| Work order |
What is the number of lines in the entries below that include the word "edges"? Provide the number only.

[Saved data entries]
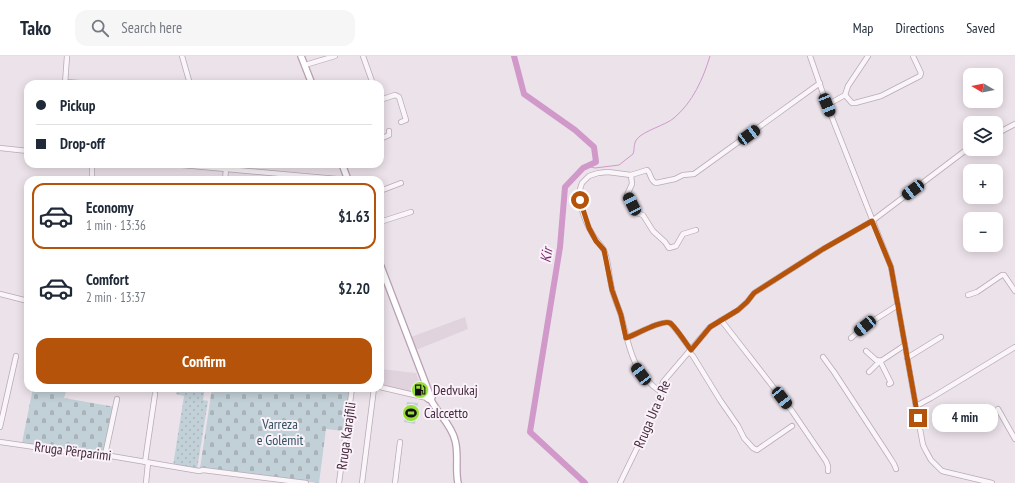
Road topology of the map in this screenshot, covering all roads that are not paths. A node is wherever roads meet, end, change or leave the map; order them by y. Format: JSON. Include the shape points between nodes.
{"nodes":[{"id":1,"x":67,"y":56,"type":"edge"},
{"id":2,"x":182,"y":56,"type":"edge"},
{"id":3,"x":302,"y":56,"type":"edge"},
{"id":4,"x":335,"y":56,"type":"edge"},
{"id":5,"x":363,"y":56,"type":"edge"},
{"id":6,"x":810,"y":56,"type":"edge"},
{"id":7,"x":868,"y":56,"type":"edge"},
{"id":8,"x":913,"y":56,"type":"edge"},
{"id":9,"x":305,"y":65,"type":"junction"},
{"id":10,"x":65,"y":80,"type":"edge"},
{"id":11,"x":189,"y":80,"type":"edge"},
{"id":12,"x":311,"y":80,"type":"edge"},
{"id":13,"x":372,"y":80,"type":"edge"},
{"id":14,"x":820,"y":83,"type":"junction"},
{"id":15,"x":845,"y":95,"type":"junction"},
{"id":16,"x":384,"y":99,"type":"edge"},
{"id":17,"x":827,"y":105,"type":"junction"},
{"id":18,"x":401,"y":122,"type":"dead end"},
{"id":19,"x":1015,"y":124,"type":"edge"},
{"id":20,"x":1003,"y":130,"type":"edge"},
{"id":21,"x":389,"y":131,"type":"dead end"},
{"id":22,"x":384,"y":137,"type":"edge"},
{"id":23,"x":0,"y":148,"type":"edge"},
{"id":24,"x":24,"y":151,"type":"edge"},
{"id":25,"x":963,"y":152,"type":"edge"},
{"id":26,"x":243,"y":168,"type":"edge"},
{"id":27,"x":631,"y":175,"type":"junction"},
{"id":28,"x":313,"y":176,"type":"edge"},
{"id":29,"x":401,"y":183,"type":"dead end"},
{"id":30,"x":384,"y":189,"type":"edge"},
{"id":31,"x":411,"y":212,"type":"dead end"},
{"id":32,"x":384,"y":221,"type":"edge"},
{"id":33,"x":872,"y":221,"type":"junction"},
{"id":34,"x":696,"y":230,"type":"dead end"},
{"id":35,"x":384,"y":275,"type":"edge"},
{"id":36,"x":1015,"y":291,"type":"edge"},
{"id":37,"x":0,"y":294,"type":"edge"},
{"id":38,"x":968,"y":295,"type":"dead end"},
{"id":39,"x":24,"y":300,"type":"edge"},
{"id":40,"x":898,"y":304,"type":"junction"},
{"id":41,"x":721,"y":320,"type":"junction"},
{"id":42,"x":941,"y":337,"type":"dead end"},
{"id":43,"x":626,"y":338,"type":"junction"},
{"id":44,"x":851,"y":338,"type":"dead end"},
{"id":45,"x":905,"y":344,"type":"junction"},
{"id":46,"x":1015,"y":347,"type":"edge"},
{"id":47,"x":690,"y":351,"type":"junction"},
{"id":48,"x":866,"y":352,"type":"dead end"},
{"id":49,"x":16,"y":356,"type":"dead end"},
{"id":50,"x":823,"y":357,"type":"dead end"},
{"id":51,"x":907,"y":358,"type":"junction"},
{"id":52,"x":880,"y":362,"type":"junction"},
{"id":53,"x":869,"y":372,"type":"dead end"},
{"id":54,"x":889,"y":384,"type":"dead end"},
{"id":55,"x":384,"y":388,"type":"edge"},
{"id":56,"x":351,"y":392,"type":"edge"},
{"id":57,"x":373,"y":392,"type":"edge"},
{"id":58,"x":661,"y":392,"type":"junction"},
{"id":59,"x":155,"y":394,"type":"dead end"},
{"id":60,"x":430,"y":398,"type":"junction"},
{"id":61,"x":117,"y":399,"type":"dead end"},
{"id":62,"x":916,"y":406,"type":"junction"},
{"id":63,"x":998,"y":409,"type":"dead end"},
{"id":64,"x":792,"y":426,"type":"dead end"},
{"id":65,"x":0,"y":427,"type":"edge"},
{"id":66,"x":1015,"y":439,"type":"edge"},
{"id":67,"x":0,"y":442,"type":"edge"},
{"id":68,"x":400,"y":442,"type":"dead end"},
{"id":69,"x":105,"y":455,"type":"junction"},
{"id":70,"x":146,"y":462,"type":"junction"},
{"id":71,"x":896,"y":469,"type":"dead end"},
{"id":72,"x":828,"y":471,"type":"dead end"},
{"id":73,"x":146,"y":483,"type":"edge"},
{"id":74,"x":306,"y":483,"type":"edge"},
{"id":75,"x":339,"y":483,"type":"edge"},
{"id":76,"x":362,"y":483,"type":"edge"},
{"id":77,"x":395,"y":483,"type":"edge"},
{"id":78,"x":458,"y":483,"type":"edge"},
{"id":79,"x":620,"y":483,"type":"edge"},
{"id":80,"x":992,"y":483,"type":"edge"}],
"edges":[{"from":1,"to":10,"type":"street"},
{"from":2,"to":11,"type":"street"},
{"from":3,"to":9,"type":"main road"},
{"from":4,"to":9,"type":"street"},
{"from":5,"to":13,"type":"street"},
{"from":6,"to":14,"type":"street"},
{"from":7,"to":15,"type":"street"},
{"from":8,"to":15,"type":"street","via":[[920,76],[881,96],[855,103]]},
{"from":9,"to":12,"type":"main road"},
{"from":14,"to":17,"type":"street"},
{"from":14,"to":27,"type":"street","via":[[694,174],[656,183],[646,170]]},
{"from":15,"to":17,"type":"street"},
{"from":16,"to":18,"type":"street","via":[[395,95],[399,97],[406,120]]},
{"from":17,"to":33,"type":"street"},
{"from":19,"to":20,"type":"street"},
{"from":21,"to":22,"type":"street","via":[[389,135]]},
{"from":23,"to":24,"type":"street"},
{"from":25,"to":33,"type":"street","name":"Rruga Ura e Re"},
{"from":26,"to":28,"type":"street"},
{"from":27,"to":34,"type":"street","via":[[632,184],[627,194],[637,213],[643,215],[653,231],[669,248],[676,246],[683,234]]},
{"from":27,"to":43,"type":"street","via":[[608,172],[594,174],[582,182],[580,192],[589,228],[604,250]]},
{"from":29,"to":30,"type":"street"},
{"from":31,"to":32,"type":"street"},
{"from":33,"to":40,"type":"street","via":[[891,267]]},
{"from":33,"to":41,"type":"street","name":"Rruga Ura e Re","via":[[754,293],[747,302]]},
{"from":35,"to":60,"type":"main road"},
{"from":36,"to":38,"type":"street","via":[[1002,275]]},
{"from":37,"to":39,"type":"street"},
{"from":40,"to":44,"type":"street"},
{"from":40,"to":45,"type":"street"},
{"from":41,"to":47,"type":"street","name":"Rruga Ura e Re","via":[[710,327]]},
{"from":41,"to":72,"type":"street","via":[[792,411],[826,461]]},
{"from":42,"to":51,"type":"street"},
{"from":43,"to":47,"type":"street","via":[[666,322],[672,325]]},
{"from":43,"to":58,"type":"street","via":[[636,367],[651,385]]},
{"from":45,"to":51,"type":"street"},
{"from":45,"to":52,"type":"street"},
{"from":46,"to":62,"type":"street"},
{"from":47,"to":58,"type":"street","name":"Rruga Ura e Re","via":[[663,382]]},
{"from":47,"to":64,"type":"street","via":[[744,438],[753,448],[757,450]]},
{"from":48,"to":52,"type":"street"},
{"from":49,"to":65,"type":"street"},
{"from":50,"to":71,"type":"street"},
{"from":51,"to":62,"type":"street"},
{"from":52,"to":53,"type":"street"},
{"from":52,"to":54,"type":"street","via":[[891,383]]},
{"from":55,"to":60,"type":"street"},
{"from":56,"to":75,"type":"street","name":"Rruga Karajfili"},
{"from":57,"to":76,"type":"street"},
{"from":58,"to":79,"type":"street","name":"Rruga Ura e Re","via":[[658,405]]},
{"from":59,"to":70,"type":"street"},
{"from":60,"to":78,"type":"main road","via":[[448,424],[455,440]]},
{"from":61,"to":69,"type":"street"},
{"from":62,"to":80,"type":"street","via":[[923,445],[936,466],[942,471]]},
{"from":63,"to":66,"type":"street"},
{"from":67,"to":69,"type":"street","name":"Rruga Përparimi"},
{"from":68,"to":77,"type":"street"},
{"from":69,"to":70,"type":"street","name":"Rruga Përparimi"},
{"from":70,"to":73,"type":"street"},
{"from":70,"to":74,"type":"street","name":"Rruga Përparimi","via":[[199,471]]}]}
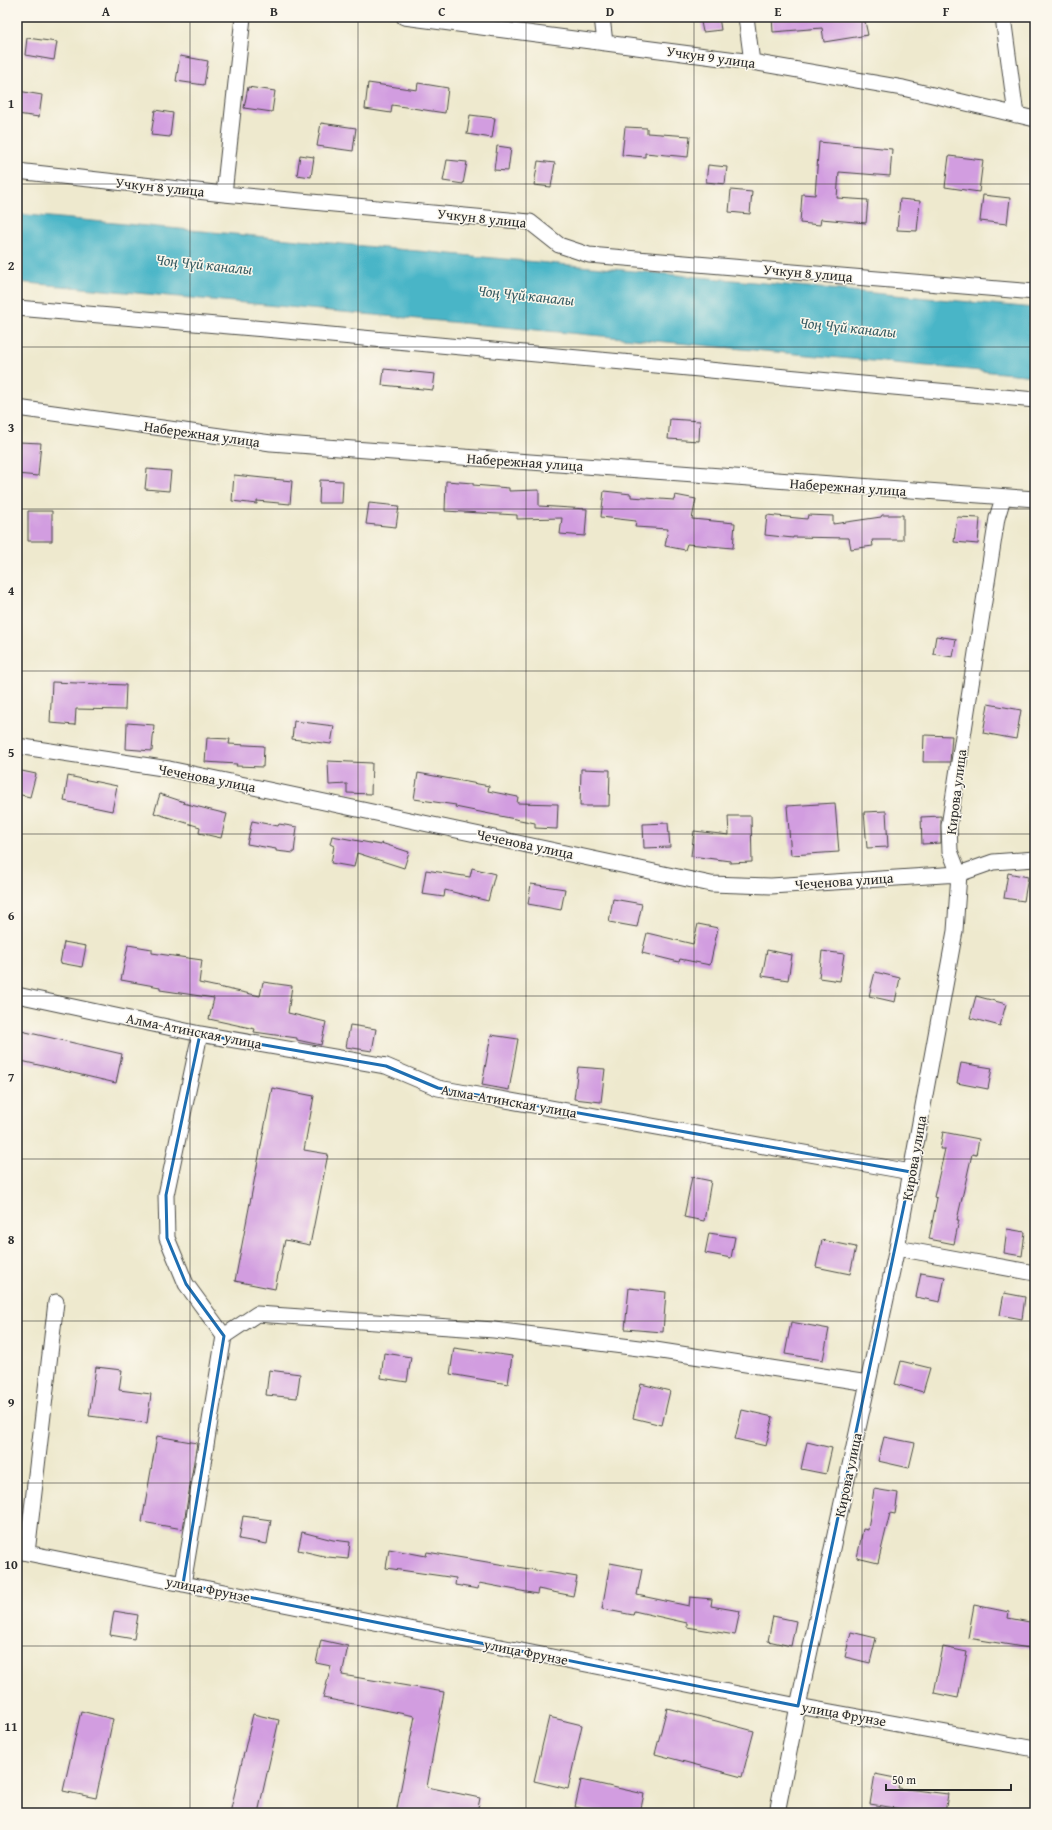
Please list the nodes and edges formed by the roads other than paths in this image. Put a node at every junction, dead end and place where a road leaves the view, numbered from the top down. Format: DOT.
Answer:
graph roads {
  1 [pos="243,17"];
  2 [pos="407,17"];
  3 [pos="602,17"];
  4 [pos="746,17"];
  5 [pos="1003,17"];
  6 [pos="605,43"];
  7 [pos="752,62"];
  8 [pos="1016,115"];
  9 [pos="1035,119"];
  10 [pos="17,171"];
  11 [pos="224,194"];
  12 [pos="1035,292"];
  13 [pos="17,308"];
  14 [pos="1035,400"];
  15 [pos="17,408"];
  16 [pos="1003,498"];
  17 [pos="1035,499"];
  18 [pos="17,746"];
  19 [pos="1035,859"];
  20 [pos="959,874"];
  21 [pos="17,995"];
  22 [pos="200,1034"];
  23 [pos="911,1172"];
  24 [pos="897,1248"];
  25 [pos="1035,1273"];
  26 [pos="56,1302"];
  27 [pos="224,1336"];
  28 [pos="868,1383"];
  29 [pos="22,1552"];
  30 [pos="182,1584"];
  31 [pos="798,1706"];
  32 [pos="1035,1749"];
  33 [pos="777,1813"];
  1 -- 11 [label="street"];
  2 -- 6 [label="street, Учкун 9 улица"];
  3 -- 6 [label="street"];
  4 -- 7 [label="street"];
  5 -- 8 [label="street"];
  6 -- 7 [label="street, Учкун 9 улица"];
  7 -- 8 [label="street, Учкун 9 улица"];
  8 -- 9 [label="street, Учкун 9 улица"];
  10 -- 11 [label="street, Учкун 8 улица"];
  11 -- 12 [label="street, Учкун 8 улица"];
  13 -- 14 [label="street"];
  15 -- 16 [label="street, Набережная улица"];
  16 -- 17 [label="street, Набережная улица"];
  16 -- 20 [label="street, Кирова улица"];
  18 -- 20 [label="street, Чеченова улица"];
  19 -- 20 [label="street, Чеченова улица"];
  20 -- 23 [label="street, Кирова улица"];
  21 -- 22 [label="street, Алма-Атинская улица"];
  22 -- 23 [label="street, Алма-Атинская улица"];
  22 -- 27 [label="street"];
  23 -- 24 [label="street, Кирова улица"];
  24 -- 25 [label="street"];
  24 -- 28 [label="street, Кирова улица"];
  26 -- 29 [label="street"];
  27 -- 28 [label="street"];
  27 -- 30 [label="street"];
  28 -- 31 [label="street, Кирова улица"];
  29 -- 30 [label="street, улица Фрунзе"];
  30 -- 31 [label="street, улица Фрунзе"];
  31 -- 32 [label="street, улица Фрунзе"];
  31 -- 33 [label="street, Кирова улица"];
}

| Exercise answer |
2